Finding cheaper, sustainable alternatives to precious metals

“Our approach is to use two or more earth-abundant metals that cooperate to do what a single precious metal site does,” says Neal Mankad. ­(Photo: Jenny Fontaine)

Natural Sciences & Engineering
Rising Star

The ancient alchemists searched for ways to transmogrify base metals, like lead, into precious metals such as gold. Neal Mankad, assistant professor of chemistry, is trying to do almost the exact opposite — to swap the rare, expensive and often toxic metal catalysts that have earned their place in the chemist’s toolkit for cheaper and more environmentally friendly alternatives.
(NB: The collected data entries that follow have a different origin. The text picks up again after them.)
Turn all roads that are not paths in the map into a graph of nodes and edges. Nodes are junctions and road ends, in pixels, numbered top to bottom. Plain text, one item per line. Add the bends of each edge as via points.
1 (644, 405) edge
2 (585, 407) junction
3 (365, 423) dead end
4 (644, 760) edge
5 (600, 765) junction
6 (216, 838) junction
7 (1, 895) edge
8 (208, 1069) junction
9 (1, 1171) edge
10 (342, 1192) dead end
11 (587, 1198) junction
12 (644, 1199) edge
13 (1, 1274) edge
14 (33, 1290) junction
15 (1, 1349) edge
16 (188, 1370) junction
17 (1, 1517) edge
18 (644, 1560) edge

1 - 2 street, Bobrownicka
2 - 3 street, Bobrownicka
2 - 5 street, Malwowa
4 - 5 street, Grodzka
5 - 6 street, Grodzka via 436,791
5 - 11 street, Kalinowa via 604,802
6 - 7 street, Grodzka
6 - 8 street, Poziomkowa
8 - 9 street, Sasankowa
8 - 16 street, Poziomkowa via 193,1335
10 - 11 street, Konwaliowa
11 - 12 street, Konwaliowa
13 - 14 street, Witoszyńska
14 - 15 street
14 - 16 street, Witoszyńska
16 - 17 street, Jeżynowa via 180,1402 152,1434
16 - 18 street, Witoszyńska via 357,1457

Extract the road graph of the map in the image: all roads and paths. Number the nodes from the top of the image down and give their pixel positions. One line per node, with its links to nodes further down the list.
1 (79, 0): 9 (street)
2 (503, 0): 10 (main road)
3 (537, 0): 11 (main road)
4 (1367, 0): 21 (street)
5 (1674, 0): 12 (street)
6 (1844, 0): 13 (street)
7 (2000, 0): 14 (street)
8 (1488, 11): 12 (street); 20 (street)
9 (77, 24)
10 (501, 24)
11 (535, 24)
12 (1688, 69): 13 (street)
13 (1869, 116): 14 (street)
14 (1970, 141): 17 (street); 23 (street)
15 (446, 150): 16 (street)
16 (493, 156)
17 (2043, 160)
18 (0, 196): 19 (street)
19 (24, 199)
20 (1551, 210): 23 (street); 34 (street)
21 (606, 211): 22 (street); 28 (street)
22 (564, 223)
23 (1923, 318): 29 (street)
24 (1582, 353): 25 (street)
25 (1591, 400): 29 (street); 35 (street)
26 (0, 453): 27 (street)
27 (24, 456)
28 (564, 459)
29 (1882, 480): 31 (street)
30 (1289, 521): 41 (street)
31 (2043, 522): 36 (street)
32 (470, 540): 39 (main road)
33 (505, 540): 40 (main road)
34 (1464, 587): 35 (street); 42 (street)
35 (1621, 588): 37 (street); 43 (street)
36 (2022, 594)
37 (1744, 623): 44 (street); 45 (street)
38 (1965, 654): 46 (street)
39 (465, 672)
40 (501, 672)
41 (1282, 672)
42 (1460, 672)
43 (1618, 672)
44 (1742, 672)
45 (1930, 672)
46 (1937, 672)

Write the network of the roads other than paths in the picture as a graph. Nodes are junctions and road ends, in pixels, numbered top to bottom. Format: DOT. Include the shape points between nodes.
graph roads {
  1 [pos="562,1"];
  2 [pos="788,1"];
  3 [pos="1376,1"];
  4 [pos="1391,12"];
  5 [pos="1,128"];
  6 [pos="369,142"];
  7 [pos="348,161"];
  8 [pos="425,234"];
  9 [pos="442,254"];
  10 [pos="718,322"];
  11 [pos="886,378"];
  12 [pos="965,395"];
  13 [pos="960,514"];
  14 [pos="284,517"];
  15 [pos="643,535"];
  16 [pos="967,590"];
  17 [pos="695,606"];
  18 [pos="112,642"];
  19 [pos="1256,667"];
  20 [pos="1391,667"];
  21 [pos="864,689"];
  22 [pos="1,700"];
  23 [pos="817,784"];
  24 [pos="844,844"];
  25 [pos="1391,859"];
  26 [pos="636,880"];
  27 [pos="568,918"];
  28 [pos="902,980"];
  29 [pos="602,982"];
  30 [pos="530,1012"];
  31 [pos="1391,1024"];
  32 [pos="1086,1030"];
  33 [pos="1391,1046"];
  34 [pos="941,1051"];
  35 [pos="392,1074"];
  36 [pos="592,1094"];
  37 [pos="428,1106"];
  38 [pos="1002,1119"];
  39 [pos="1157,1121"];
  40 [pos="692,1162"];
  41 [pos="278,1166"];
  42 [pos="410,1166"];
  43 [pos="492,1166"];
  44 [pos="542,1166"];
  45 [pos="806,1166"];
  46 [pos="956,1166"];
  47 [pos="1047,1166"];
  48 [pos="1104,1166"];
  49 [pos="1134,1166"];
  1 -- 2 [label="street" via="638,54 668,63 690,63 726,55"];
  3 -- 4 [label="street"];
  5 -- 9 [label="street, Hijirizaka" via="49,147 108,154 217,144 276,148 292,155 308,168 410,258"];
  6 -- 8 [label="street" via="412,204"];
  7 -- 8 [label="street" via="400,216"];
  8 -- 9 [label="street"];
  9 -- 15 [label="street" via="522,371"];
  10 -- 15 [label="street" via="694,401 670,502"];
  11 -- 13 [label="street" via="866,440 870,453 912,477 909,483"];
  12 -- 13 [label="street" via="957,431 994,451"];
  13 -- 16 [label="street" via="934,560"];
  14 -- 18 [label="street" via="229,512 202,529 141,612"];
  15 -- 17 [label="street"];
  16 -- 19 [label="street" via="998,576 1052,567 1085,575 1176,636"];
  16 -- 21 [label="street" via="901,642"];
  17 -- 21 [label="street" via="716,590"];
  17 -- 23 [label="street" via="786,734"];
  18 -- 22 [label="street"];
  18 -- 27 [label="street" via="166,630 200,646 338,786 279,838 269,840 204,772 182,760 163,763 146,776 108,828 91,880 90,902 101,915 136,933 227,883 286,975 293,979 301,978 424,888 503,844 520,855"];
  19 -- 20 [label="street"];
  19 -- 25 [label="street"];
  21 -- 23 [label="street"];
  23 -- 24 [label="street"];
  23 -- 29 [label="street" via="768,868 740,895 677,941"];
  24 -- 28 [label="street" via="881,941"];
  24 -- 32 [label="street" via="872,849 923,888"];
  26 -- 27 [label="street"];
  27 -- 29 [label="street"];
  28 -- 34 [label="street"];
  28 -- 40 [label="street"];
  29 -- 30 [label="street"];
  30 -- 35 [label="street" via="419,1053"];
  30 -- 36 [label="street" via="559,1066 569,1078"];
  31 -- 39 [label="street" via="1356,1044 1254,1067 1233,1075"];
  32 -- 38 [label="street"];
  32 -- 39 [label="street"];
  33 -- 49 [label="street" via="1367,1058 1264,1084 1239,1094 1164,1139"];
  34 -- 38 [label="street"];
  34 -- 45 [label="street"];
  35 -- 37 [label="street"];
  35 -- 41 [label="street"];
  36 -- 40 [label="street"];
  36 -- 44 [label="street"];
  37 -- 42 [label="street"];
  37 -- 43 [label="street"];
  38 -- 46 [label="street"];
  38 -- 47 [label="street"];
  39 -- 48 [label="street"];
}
But unlike the medieval alchemists, Mankad has had notable success. Just three years after coming to UIC for his first junior faculty position in 2012, he received a prestigious Sloan Fellowship, which recognizes the most promising young scientists in a variety of fields. His research has already received funding from the American Chemical Society’s Green Chemistry Pharmaceutical Roundtable, the National Science Foundation and the National Institutes of Health.

Catalysts allow chemical reactions to occur that otherwise wouldn’t, or would proceed only slowly and inefficiently. They’re used in almost every industrial process and in every biochemical reaction in nature, Mankad says, “so they’re in all parts of our lives.” Like atomic-scale anvils, they provide a surface upon which a process can occur but are not themselves consumed in the process.

Chemists need efficient catalysts to synthesize pharmaceuticals, which are large, complex molecules. They need catalysts to create chemical bonds from carbon atom to carbon atom, and from carbon to other atoms.

The traditional method, Mankad said, is to use single-site catalysis, where a precious metal is used in isolation.

“Our approach is to use two or more earth-abundant metals that cooperate to do what a single precious metal site does,” he said.

“We’ve had an impact because we’ve developed processes that don’t require precious metals like palladium, rhodium, platinum or ruthenium. We try to use earth-abundant metals like copper, iron, or manganese.”

He and his coworkers will soon publish results of a copper-manganese bimetallic catalyst. They are seeking a provisional patent on the process.

Mankad wants to bring this same approach to different areas of science, including energy storage.

“We’re trained to make stuff,” he said. “We synthesize new metal complexes to catalyze reactions, or to understand biological reactions. We make new tools. We want to keep developing new areas where we can take those skills and make an impact.”

Mankad came to UIC after a postdoctoral fellowship at the University of California-Berkeley. He earned his bachelor’s and Ph.D. degrees in chemistry, respectively, at the Massachusetts Institute of Technology and the California Institute of Technology.